__Work request__.
Your output should be each line from the material below that has the word "البرازا".

----------------------------------------

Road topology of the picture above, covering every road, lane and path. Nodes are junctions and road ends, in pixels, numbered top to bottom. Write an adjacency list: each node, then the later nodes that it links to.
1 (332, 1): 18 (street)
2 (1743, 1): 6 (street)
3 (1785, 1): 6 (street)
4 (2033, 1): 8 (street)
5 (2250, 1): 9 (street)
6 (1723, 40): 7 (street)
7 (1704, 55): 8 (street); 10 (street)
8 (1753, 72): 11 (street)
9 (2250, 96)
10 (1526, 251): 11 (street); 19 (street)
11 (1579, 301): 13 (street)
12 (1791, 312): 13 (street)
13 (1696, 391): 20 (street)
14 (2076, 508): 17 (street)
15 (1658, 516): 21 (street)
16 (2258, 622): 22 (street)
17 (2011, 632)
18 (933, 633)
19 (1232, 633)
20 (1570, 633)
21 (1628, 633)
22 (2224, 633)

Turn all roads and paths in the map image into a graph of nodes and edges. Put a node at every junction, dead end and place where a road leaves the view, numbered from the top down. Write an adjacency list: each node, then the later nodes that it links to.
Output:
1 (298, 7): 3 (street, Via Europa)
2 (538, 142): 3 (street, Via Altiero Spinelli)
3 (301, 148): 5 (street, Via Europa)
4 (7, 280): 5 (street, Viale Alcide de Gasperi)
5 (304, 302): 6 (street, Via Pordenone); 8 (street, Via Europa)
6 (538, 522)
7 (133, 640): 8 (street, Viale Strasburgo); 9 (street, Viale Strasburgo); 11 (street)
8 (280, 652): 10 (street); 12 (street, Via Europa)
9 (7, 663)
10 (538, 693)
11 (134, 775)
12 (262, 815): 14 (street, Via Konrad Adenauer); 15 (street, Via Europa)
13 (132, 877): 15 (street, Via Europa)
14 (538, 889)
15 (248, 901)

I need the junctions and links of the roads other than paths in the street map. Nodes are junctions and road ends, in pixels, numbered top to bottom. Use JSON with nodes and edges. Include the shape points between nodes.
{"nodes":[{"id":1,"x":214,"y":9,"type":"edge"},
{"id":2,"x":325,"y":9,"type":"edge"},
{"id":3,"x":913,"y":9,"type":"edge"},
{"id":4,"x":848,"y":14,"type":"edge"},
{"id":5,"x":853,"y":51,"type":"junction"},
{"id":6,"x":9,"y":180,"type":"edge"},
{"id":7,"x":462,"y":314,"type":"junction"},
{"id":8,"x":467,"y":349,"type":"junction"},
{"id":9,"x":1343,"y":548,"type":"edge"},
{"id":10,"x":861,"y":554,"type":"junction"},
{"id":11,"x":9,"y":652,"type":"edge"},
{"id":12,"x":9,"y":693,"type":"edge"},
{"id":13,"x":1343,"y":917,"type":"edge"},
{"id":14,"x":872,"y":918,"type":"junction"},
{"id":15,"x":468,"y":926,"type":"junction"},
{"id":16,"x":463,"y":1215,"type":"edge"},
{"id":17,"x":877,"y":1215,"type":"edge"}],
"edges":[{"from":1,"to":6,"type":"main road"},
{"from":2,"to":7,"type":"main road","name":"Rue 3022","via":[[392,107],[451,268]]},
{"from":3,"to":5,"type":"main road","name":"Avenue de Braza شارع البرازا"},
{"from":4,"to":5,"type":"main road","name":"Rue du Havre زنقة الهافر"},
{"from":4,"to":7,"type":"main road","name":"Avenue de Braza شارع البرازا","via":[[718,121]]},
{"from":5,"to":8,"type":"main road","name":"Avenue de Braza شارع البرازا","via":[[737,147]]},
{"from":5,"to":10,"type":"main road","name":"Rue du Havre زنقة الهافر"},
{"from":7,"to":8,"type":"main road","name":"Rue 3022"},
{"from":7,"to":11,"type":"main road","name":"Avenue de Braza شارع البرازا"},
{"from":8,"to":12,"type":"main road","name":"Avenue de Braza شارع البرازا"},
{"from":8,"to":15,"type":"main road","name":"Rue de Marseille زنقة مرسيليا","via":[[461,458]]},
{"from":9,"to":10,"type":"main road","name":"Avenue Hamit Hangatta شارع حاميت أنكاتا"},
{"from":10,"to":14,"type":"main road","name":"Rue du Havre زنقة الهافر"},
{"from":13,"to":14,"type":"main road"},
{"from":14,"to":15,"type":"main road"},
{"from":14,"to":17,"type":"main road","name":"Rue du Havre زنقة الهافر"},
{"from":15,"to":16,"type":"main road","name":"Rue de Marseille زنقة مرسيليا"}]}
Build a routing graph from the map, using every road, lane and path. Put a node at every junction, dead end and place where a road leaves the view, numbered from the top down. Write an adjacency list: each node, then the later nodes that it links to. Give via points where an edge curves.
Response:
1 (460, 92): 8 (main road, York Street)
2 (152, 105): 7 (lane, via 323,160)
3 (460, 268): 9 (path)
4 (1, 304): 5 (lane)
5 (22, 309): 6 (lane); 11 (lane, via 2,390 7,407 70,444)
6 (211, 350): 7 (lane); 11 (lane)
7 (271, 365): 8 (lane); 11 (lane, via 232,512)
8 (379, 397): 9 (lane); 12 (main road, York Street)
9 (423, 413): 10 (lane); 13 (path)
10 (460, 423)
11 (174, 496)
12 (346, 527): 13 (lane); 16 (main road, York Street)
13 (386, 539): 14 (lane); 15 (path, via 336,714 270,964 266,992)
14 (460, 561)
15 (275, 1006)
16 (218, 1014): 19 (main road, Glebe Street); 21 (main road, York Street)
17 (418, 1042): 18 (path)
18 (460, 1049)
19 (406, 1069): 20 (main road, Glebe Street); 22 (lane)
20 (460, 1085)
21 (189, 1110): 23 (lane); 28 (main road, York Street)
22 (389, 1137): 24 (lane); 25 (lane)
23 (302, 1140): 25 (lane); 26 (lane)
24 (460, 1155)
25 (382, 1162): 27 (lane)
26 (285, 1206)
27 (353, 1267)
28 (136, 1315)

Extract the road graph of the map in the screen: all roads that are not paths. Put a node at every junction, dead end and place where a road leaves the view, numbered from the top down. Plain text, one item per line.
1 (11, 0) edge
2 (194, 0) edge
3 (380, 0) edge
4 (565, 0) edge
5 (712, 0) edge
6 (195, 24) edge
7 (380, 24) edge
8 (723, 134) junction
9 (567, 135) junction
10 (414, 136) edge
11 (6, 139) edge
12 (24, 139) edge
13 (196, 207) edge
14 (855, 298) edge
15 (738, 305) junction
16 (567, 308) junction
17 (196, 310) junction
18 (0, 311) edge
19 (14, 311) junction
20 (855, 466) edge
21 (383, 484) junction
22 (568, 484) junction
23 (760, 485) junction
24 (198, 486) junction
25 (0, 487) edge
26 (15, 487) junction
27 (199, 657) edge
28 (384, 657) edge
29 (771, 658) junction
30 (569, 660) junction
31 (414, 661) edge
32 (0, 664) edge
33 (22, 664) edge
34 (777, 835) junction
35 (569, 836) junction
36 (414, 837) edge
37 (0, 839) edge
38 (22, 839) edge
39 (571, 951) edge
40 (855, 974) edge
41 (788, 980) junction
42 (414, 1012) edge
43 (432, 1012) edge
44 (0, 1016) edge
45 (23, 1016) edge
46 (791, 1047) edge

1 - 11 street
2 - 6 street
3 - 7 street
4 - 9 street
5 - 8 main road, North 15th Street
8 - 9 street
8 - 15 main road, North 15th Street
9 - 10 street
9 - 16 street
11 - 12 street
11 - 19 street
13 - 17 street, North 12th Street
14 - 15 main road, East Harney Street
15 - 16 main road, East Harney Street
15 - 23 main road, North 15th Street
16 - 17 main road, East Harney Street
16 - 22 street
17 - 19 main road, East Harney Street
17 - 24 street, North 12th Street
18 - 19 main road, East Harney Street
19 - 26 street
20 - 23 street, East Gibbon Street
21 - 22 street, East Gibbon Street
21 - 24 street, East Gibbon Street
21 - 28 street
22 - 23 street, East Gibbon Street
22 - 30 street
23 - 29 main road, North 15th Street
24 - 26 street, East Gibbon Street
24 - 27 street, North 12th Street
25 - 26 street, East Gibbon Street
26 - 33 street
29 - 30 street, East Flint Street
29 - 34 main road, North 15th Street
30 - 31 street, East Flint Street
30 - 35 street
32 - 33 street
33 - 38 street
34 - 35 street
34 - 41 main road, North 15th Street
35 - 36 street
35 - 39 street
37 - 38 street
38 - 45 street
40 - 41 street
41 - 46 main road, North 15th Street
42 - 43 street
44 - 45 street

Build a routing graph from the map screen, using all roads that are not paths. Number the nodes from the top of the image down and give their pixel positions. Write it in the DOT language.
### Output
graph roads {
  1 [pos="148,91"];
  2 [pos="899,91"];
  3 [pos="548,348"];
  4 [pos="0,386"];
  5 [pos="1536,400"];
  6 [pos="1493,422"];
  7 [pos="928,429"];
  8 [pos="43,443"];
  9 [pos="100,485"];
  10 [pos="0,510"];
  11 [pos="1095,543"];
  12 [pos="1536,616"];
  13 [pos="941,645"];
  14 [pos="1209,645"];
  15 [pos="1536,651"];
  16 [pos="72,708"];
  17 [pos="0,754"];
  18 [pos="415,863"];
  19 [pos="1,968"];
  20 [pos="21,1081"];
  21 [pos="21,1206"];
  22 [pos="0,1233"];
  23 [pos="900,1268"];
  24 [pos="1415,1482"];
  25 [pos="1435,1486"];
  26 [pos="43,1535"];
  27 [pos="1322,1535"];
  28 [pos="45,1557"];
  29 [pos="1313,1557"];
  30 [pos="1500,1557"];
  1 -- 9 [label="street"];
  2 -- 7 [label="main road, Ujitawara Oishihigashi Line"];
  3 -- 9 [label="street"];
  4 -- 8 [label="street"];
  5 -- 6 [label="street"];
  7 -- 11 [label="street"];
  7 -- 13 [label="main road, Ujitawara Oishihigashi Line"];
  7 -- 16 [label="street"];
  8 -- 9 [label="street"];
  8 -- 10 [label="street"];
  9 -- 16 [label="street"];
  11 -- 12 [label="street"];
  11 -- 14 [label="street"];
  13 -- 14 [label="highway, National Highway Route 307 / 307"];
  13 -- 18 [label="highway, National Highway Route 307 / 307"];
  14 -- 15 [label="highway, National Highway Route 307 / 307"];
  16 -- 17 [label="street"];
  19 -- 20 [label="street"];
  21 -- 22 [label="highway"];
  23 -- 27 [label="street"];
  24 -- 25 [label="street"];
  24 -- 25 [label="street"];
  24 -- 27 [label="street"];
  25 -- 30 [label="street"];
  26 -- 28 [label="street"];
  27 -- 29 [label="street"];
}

----------------------------------------

__Answer for this exercise__.
{"from":3,"to":5,"type":"main road","name":"Avenue de Braza شارع البرازا"},
{"from":4,"to":7,"type":"main road","name":"Avenue de Braza شارع البرازا","via":[[718,121]]},
{"from":5,"to":8,"type":"main road","name":"Avenue de Braza شارع البرازا","via":[[737,147]]},
{"from":7,"to":11,"type":"main road","name":"Avenue de Braza شارع البرازا"},
{"from":8,"to":12,"type":"main road","name":"Avenue de Braza شارع البرازا"},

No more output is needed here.